The sentry nearest them raised a hand.

“Guten Tag!” Fritz called.

“Guten Tag,” said the sentry, saluting. “What brings you both today, Majors?”

“You will point us to your Kapitän.” said Fritz, in fluent German.

“Right away, Major,” he said. “Lars will take you.”

They followed behind the Musketier, keeping their shoulders upright, their strides purposeful, their movements sharp. The man led them down a wooden ladder, and then through the muddy trench made of piles of sand bags. Jack could touch the walls on either side if he reached out his hands far enough. Dark stains dotted the top row of bags.

Inset into the back of the wall was a framed doorway, which led into a hole with a desk in it. The walls here were wooden.

“Men from the Home Office to see you, Kapitan,” said the Musketier, saluting.

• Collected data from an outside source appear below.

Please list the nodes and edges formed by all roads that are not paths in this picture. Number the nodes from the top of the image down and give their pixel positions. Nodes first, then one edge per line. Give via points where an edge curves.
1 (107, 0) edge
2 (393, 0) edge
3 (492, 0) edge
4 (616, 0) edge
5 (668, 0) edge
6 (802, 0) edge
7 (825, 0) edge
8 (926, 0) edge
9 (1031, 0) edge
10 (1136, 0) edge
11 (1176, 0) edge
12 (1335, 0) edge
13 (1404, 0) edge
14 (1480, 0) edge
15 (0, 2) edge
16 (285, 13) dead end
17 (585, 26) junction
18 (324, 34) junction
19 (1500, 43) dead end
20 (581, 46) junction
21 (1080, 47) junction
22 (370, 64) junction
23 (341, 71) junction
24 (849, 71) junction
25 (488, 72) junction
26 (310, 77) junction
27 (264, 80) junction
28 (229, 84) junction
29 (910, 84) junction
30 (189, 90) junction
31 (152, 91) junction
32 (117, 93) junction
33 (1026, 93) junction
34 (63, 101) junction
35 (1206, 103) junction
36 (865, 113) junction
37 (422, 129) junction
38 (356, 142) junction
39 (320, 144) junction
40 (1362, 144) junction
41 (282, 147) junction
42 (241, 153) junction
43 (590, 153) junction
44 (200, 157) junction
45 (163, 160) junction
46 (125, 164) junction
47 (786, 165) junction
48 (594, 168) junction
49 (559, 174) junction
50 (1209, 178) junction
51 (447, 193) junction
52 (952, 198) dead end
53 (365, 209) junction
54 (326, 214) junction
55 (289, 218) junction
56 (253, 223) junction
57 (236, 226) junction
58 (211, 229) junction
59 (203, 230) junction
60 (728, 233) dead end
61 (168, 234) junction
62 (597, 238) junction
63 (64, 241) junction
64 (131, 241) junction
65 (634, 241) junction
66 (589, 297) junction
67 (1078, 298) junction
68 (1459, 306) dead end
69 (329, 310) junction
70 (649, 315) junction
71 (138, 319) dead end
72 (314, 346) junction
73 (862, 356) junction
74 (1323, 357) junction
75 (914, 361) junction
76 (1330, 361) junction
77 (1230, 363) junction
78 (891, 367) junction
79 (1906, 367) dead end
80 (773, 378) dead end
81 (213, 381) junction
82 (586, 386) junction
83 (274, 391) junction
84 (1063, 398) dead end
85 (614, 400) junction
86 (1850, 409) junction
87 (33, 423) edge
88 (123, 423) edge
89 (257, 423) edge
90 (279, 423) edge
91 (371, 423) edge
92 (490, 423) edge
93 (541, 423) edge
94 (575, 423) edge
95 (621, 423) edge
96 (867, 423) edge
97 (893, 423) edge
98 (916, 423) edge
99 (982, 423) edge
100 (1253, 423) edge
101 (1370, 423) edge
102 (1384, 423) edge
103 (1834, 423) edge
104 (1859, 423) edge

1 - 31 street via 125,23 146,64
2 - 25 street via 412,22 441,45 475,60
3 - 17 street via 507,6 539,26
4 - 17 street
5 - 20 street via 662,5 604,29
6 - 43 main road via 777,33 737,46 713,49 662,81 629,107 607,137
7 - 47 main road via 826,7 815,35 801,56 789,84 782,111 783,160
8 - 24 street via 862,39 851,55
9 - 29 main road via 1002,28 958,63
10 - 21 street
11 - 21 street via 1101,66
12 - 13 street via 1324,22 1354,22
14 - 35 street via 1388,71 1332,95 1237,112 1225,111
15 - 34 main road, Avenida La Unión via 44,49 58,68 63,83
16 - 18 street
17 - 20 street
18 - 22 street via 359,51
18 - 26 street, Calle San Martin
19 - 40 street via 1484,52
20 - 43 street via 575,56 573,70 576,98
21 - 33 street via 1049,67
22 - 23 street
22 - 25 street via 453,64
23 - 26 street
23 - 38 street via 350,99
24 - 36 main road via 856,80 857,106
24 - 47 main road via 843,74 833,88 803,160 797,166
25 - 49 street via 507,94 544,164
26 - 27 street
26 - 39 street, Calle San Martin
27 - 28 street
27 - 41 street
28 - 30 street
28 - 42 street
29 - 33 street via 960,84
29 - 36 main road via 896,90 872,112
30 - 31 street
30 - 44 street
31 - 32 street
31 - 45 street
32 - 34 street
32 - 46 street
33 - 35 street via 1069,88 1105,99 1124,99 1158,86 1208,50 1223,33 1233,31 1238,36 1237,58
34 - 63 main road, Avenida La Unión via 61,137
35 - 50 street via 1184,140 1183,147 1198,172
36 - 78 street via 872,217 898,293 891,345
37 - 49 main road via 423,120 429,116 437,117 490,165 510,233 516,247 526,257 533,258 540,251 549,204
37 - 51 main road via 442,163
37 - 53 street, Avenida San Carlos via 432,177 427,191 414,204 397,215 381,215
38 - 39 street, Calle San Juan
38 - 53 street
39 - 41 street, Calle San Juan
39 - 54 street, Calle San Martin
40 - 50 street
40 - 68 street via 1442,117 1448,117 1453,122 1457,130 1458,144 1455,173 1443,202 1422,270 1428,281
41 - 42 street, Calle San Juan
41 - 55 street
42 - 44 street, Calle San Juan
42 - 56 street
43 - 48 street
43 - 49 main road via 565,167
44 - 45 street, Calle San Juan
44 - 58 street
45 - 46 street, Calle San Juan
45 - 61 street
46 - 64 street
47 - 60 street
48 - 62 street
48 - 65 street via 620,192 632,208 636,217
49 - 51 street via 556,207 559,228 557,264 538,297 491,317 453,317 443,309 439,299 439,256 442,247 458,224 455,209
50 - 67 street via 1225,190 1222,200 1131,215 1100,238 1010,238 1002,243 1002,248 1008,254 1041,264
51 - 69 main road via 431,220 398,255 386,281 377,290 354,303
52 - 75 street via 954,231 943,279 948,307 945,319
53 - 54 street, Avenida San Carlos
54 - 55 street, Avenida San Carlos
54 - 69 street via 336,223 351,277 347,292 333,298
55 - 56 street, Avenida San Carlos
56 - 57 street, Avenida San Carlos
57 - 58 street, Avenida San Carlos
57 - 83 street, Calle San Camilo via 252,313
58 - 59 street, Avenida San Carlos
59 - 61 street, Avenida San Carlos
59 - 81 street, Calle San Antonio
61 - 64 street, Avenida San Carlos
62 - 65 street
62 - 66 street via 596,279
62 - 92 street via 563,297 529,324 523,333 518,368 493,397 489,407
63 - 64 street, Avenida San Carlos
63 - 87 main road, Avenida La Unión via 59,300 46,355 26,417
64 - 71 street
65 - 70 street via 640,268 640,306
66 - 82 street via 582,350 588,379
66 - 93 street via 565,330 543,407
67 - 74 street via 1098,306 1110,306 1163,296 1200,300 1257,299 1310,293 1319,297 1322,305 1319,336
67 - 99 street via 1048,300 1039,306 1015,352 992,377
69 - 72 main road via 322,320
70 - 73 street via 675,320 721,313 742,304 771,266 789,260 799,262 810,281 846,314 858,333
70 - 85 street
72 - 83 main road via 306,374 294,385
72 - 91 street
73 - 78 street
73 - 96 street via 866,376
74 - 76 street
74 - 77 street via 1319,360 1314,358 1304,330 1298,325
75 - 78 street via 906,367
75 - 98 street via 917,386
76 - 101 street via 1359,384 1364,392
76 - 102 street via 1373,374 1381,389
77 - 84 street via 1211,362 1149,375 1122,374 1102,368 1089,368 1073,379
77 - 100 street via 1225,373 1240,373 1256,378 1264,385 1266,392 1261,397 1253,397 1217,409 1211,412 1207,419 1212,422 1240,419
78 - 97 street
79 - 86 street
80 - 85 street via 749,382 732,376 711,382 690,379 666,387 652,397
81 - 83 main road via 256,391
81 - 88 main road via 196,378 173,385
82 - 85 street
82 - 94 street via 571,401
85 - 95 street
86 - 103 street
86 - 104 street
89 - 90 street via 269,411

Jack blinked, closing his lids hard. When he opened them, they had adjusted to the darkness as if it was day. The room had a bare bulb swinging from the ceiling, and had been wallpapered in something floral that might have once been cheery but was now dust like everything else.

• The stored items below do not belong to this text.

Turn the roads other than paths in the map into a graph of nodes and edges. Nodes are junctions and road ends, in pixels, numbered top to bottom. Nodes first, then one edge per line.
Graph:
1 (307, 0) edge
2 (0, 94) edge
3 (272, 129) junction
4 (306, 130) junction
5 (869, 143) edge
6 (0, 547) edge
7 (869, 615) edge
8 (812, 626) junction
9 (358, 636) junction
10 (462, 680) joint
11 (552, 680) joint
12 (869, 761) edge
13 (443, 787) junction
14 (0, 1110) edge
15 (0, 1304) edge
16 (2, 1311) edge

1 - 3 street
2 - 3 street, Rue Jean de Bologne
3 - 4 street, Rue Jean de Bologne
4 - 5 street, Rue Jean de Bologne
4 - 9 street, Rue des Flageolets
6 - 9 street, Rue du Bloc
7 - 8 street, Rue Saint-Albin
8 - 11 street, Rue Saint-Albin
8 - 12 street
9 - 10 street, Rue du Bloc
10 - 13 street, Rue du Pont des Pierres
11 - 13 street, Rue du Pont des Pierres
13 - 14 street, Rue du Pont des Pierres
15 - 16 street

The Kapitan rose and saluted to them. Jack and Fritz soluted back.

“Nothing confidential,” said Fritz. He handed the Kapitan a folder. Inside it was the page he had encouraged weeks ago to appear like an official telegram.

He let the man look it over for a moment before he spoke again. “We are to bring you this news, and also to inspect the troops ourselves, as a precursor to the Generalleutnant’s arrival. He will be here in two days. Plenty of time for you to prepare your men.”

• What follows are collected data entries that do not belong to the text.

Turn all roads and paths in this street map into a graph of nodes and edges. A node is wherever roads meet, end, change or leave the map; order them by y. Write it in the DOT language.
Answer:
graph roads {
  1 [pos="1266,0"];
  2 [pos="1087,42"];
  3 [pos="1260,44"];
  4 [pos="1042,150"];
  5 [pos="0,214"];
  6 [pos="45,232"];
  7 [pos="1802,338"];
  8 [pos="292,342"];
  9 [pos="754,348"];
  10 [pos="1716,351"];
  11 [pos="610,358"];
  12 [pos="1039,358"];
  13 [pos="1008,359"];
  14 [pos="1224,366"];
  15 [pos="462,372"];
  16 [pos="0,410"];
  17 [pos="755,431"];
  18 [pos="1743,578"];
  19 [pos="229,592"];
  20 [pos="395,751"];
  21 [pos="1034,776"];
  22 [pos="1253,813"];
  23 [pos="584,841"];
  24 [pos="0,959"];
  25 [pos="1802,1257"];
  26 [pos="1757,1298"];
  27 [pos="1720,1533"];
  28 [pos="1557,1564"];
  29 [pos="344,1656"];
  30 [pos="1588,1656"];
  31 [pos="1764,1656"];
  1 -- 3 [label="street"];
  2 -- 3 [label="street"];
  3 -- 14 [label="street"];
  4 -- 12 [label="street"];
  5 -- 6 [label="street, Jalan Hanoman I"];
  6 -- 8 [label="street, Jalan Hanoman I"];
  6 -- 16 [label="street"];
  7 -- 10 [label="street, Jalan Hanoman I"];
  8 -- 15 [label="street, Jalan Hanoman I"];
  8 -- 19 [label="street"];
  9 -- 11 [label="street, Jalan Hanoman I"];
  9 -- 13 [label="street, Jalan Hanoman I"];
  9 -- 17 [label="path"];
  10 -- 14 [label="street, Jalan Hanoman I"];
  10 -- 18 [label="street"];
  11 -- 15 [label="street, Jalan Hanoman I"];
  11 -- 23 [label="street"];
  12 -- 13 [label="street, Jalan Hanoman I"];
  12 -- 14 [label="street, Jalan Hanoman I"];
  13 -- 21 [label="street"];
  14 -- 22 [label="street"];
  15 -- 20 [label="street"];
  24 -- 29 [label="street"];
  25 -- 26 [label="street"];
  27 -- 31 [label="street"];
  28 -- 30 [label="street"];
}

“Certainly,” said the Kapitan. “Should I call them now?”

“No rush,” said Jack. “We will spend most of the evening with you. We know there isn’t much room and won’t claim a bed, but part of our orders also include bringing back any requests for equipment you might need, or additions to these accommodations.”

“We are hoping not to be here long,” said the Kapitan. “Within the next month, we will take the next trench ahead from the Americans.”

“Certainly,” said Fritz. “But you will, of course, still hold this trench. We are not speaking of great things. Perhaps reinforcements to walls and frames?”

“Of course. We always need additional sandbags, but could also use whatever wood can be spared.”

“So we have your permission to go where we will and see if there is anything else we think you could benefit from?”

“The Generalleutnant orders it,” the Kapitan shrugged. “I will muster the troops for inspection just before evening mess, and then you must dine with me.”

“We would be honored,” said Fritz.

“With your permission?” said Jack

The Kapitan nodded and stood again. “You are dismissed.”

They traded salutes.


Out in the trenches again in the dark earth beneath the drab sky, they were alone except for the men on the top of the wall who looked only to the horizon. Jack took a deep breath and inhaled. Nothing but the faint traces of molasses ozone that came from their uniforms, and the piece of paper that was still inside the office.

He shook his head. “I can’t smell it,” he muttered.

“Of course not, idiot,” said Fritz. “None of them are pretending right now. They’re alone. There isn’t any fake to smell yet. You try this every time.”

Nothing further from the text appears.